Extracted records:
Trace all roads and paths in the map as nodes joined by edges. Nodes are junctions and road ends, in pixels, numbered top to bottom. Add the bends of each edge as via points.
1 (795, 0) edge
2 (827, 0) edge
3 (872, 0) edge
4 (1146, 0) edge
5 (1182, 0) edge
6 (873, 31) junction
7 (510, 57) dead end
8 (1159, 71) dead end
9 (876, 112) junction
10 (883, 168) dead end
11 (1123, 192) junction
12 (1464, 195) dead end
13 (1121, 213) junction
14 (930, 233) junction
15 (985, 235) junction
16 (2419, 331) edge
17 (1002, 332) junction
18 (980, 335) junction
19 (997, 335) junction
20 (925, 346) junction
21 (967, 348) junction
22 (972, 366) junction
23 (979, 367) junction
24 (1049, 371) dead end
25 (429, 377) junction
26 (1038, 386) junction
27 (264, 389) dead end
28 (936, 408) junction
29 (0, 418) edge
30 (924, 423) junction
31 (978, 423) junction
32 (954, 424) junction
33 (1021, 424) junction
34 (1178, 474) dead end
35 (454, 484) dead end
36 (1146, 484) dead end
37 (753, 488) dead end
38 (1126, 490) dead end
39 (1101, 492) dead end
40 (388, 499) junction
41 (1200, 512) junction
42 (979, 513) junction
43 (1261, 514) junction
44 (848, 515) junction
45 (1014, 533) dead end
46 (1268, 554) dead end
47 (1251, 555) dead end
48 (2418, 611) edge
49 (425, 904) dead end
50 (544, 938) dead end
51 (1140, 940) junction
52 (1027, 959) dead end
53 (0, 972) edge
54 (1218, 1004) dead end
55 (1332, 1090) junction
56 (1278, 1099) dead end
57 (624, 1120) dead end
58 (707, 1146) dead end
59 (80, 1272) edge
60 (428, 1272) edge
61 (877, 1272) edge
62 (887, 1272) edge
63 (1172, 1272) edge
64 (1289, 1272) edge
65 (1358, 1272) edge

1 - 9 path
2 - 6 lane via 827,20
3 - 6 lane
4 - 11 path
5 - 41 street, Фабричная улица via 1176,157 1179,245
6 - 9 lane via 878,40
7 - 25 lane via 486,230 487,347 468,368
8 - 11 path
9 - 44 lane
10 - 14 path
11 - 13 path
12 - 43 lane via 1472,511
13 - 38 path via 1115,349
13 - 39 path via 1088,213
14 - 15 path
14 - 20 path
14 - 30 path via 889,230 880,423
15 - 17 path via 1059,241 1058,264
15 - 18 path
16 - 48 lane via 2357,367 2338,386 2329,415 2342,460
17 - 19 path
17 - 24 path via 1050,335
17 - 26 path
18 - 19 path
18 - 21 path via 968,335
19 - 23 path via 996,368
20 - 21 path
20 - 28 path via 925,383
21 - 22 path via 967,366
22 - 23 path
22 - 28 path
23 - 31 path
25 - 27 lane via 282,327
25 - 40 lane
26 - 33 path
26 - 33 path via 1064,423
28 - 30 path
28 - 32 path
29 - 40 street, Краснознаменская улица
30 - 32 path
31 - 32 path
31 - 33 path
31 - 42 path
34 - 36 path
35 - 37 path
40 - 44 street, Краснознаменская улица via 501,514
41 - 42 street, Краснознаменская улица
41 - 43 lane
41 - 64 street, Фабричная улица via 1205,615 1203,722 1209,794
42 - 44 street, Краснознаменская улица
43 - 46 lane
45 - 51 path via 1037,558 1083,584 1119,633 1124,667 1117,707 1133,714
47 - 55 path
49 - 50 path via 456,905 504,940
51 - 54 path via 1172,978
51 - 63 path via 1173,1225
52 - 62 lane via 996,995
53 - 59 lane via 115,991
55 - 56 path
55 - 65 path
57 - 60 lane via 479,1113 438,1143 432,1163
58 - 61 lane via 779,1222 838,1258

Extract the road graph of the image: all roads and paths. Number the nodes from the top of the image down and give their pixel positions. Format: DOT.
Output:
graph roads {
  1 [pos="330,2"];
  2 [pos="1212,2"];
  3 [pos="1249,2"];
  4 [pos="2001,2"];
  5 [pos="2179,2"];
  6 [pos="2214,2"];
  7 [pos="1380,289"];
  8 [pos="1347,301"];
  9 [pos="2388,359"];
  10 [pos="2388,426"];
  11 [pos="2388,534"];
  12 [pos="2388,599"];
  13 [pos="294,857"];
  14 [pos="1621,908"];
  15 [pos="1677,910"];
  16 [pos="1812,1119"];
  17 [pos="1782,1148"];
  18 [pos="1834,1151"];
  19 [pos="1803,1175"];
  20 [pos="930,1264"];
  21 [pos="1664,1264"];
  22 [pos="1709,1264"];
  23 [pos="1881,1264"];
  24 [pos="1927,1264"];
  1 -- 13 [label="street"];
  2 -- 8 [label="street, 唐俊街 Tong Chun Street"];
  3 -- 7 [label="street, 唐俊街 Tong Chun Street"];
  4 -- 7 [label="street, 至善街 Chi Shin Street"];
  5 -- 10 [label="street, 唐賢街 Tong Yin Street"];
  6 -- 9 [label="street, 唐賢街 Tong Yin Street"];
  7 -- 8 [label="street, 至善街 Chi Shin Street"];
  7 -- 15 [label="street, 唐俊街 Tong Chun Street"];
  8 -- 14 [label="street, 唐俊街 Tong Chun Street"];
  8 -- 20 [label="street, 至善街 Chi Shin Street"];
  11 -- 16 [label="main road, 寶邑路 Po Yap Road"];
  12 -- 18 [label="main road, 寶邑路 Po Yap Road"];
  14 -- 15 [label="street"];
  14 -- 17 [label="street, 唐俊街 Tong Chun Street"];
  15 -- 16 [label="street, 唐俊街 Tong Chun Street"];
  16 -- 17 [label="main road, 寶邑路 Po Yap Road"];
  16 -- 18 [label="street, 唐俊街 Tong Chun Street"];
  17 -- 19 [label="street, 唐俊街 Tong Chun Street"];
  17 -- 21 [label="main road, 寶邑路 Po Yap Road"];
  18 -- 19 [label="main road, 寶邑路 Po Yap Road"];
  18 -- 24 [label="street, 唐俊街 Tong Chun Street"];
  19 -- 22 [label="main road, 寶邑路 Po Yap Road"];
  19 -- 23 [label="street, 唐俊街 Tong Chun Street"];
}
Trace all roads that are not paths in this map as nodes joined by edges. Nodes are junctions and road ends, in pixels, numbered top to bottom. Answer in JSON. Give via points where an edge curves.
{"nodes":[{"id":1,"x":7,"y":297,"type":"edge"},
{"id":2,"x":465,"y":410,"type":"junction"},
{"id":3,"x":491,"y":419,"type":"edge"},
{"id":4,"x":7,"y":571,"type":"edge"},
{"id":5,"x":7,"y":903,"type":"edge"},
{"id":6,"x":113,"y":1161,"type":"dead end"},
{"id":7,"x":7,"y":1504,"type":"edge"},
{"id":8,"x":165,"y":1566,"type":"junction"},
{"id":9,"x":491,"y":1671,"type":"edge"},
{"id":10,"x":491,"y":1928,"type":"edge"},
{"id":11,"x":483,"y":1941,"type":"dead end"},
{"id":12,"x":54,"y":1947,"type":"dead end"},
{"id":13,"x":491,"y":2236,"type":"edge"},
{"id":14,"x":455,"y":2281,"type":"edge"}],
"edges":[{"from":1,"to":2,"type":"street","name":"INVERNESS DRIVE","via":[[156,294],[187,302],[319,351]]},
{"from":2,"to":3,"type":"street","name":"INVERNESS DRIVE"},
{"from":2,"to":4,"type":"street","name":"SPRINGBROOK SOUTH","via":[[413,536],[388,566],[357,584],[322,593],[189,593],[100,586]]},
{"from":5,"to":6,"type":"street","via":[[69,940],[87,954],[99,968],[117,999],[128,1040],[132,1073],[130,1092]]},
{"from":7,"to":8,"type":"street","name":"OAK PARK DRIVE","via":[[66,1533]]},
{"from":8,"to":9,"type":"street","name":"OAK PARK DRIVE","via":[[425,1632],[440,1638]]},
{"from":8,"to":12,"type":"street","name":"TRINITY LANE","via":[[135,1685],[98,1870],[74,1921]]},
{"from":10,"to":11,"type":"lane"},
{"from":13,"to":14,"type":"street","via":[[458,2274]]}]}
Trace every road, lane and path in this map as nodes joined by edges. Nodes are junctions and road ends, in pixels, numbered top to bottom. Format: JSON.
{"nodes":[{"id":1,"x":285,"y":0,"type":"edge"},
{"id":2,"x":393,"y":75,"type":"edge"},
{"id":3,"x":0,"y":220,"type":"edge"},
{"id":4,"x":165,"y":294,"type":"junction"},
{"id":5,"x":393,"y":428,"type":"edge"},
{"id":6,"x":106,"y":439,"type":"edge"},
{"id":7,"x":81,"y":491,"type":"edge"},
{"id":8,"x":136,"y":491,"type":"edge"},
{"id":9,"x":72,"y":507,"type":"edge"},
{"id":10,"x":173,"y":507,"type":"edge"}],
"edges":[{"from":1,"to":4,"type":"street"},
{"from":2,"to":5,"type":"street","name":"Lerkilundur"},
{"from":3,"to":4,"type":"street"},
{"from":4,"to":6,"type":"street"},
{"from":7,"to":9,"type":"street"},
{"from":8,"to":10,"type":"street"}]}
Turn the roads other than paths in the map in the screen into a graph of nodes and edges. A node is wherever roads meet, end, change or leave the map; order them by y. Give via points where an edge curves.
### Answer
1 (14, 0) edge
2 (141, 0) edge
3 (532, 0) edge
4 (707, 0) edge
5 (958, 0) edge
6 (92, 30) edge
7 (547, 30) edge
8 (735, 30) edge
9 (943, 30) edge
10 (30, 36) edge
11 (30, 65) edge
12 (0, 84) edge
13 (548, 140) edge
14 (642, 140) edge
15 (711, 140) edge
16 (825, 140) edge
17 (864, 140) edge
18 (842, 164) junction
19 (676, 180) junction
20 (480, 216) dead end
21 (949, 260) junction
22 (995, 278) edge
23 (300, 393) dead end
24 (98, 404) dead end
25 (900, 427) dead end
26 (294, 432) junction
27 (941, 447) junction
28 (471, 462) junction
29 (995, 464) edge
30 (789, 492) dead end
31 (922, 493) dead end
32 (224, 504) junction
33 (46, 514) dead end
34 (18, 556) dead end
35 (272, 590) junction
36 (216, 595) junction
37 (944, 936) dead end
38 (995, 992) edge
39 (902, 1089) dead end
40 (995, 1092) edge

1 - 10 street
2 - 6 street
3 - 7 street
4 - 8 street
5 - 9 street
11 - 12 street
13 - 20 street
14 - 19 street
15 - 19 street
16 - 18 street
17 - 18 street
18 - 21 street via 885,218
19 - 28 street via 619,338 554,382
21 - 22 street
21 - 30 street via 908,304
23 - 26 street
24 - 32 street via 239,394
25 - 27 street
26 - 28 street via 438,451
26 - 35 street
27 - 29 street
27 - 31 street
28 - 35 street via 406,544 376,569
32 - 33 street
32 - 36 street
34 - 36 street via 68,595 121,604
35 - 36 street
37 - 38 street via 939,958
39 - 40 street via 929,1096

* Prompt: Report how many lines of the entries above contain the word "points", giving the number by itself.

* Solution to the problem: 3